Stored items

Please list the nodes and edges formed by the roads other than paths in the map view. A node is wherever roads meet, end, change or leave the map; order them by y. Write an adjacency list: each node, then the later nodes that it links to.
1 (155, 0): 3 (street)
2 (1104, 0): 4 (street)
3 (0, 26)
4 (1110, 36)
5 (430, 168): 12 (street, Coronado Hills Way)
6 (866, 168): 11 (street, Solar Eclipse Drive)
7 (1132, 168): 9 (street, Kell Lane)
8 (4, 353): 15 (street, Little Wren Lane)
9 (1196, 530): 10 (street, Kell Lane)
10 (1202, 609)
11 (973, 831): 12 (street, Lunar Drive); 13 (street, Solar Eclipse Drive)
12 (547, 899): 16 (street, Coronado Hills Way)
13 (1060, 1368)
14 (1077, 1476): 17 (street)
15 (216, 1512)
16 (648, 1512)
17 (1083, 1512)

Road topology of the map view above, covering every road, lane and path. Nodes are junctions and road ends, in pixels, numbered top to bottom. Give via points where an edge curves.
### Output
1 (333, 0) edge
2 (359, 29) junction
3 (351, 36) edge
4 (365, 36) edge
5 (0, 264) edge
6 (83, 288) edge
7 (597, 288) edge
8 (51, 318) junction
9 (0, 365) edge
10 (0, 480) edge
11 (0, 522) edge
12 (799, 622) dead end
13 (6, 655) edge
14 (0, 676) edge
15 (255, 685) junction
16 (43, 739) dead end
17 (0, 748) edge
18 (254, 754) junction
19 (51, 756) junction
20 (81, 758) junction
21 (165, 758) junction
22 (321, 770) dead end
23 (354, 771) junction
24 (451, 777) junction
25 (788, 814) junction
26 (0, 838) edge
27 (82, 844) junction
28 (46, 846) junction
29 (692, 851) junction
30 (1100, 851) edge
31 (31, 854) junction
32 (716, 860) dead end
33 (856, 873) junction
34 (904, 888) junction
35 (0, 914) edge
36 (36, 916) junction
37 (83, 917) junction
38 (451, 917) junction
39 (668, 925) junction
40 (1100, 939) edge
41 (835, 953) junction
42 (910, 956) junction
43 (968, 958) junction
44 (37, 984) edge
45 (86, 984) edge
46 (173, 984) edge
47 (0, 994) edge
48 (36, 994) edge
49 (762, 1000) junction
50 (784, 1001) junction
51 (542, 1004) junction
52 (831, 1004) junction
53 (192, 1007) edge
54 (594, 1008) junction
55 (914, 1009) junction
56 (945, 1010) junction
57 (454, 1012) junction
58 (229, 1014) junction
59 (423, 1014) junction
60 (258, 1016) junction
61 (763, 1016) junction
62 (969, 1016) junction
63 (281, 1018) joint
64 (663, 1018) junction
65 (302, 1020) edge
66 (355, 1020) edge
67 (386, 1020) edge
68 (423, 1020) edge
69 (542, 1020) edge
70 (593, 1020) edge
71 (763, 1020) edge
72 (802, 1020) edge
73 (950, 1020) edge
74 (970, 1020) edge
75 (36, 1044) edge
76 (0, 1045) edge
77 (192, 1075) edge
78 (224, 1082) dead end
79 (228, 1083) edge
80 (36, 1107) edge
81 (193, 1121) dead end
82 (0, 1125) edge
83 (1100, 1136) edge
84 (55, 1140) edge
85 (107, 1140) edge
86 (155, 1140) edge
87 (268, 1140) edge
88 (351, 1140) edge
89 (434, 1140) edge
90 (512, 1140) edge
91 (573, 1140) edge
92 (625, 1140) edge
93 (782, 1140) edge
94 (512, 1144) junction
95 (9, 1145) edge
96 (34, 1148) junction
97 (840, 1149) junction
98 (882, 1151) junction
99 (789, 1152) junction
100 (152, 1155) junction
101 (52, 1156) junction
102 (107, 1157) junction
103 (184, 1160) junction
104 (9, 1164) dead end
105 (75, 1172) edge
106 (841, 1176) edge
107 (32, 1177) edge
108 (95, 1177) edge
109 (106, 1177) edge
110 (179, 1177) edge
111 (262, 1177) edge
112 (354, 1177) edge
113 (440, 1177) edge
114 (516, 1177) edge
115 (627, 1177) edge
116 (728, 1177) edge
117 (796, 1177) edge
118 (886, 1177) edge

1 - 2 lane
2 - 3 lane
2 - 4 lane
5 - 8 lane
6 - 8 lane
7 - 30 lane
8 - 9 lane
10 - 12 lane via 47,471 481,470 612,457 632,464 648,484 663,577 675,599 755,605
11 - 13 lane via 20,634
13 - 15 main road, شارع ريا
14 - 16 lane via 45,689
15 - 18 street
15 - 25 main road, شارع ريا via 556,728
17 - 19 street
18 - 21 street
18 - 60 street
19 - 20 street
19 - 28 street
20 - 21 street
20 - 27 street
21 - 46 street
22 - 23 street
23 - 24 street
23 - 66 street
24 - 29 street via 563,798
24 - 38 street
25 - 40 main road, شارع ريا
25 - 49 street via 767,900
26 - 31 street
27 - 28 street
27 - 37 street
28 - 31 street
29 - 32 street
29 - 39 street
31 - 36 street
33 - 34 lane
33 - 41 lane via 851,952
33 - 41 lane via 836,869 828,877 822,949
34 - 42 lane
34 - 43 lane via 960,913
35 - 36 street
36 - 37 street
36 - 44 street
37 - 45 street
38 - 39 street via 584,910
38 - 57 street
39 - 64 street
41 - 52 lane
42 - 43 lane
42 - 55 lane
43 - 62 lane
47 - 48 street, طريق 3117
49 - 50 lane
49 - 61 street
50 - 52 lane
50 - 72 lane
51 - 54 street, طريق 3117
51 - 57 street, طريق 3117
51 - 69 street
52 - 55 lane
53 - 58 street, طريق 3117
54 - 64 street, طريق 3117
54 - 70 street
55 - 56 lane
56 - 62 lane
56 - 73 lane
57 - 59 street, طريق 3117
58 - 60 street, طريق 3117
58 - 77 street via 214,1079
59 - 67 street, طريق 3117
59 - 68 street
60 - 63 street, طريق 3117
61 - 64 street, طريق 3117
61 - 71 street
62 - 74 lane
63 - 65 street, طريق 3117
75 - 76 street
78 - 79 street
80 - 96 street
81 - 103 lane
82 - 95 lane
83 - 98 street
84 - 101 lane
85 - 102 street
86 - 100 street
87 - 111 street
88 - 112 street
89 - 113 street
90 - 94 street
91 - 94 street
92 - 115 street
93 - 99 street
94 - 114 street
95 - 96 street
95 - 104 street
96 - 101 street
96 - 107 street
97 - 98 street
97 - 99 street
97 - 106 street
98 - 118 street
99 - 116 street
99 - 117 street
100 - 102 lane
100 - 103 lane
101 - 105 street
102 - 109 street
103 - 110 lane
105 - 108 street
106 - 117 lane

▸ **AIM OF THE EXERCISE**: Write out only the lines from the very start of the entries above to the line that includes "Road topology of", both ends included, each one unchanged.

▸ **ANSWER BOX**:
Please list the nodes and edges formed by the roads other than paths in the map view. A node is wherever roads meet, end, change or leave the map; order them by y. Write an adjacency list: each node, then the later nodes that it links to.
1 (155, 0): 3 (street)
2 (1104, 0): 4 (street)
3 (0, 26)
4 (1110, 36)
5 (430, 168): 12 (street, Coronado Hills Way)
6 (866, 168): 11 (street, Solar Eclipse Drive)
7 (1132, 168): 9 (street, Kell Lane)
8 (4, 353): 15 (street, Little Wren Lane)
9 (1196, 530): 10 (street, Kell Lane)
10 (1202, 609)
11 (973, 831): 12 (street, Lunar Drive); 13 (street, Solar Eclipse Drive)
12 (547, 899): 16 (street, Coronado Hills Way)
13 (1060, 1368)
14 (1077, 1476): 17 (street)
15 (216, 1512)
16 (648, 1512)
17 (1083, 1512)

Road topology of the map view above, covering every road, lane and path. Nodes are junctions and road ends, in pixels, numbered top to bottom. Give via points where an edge curves.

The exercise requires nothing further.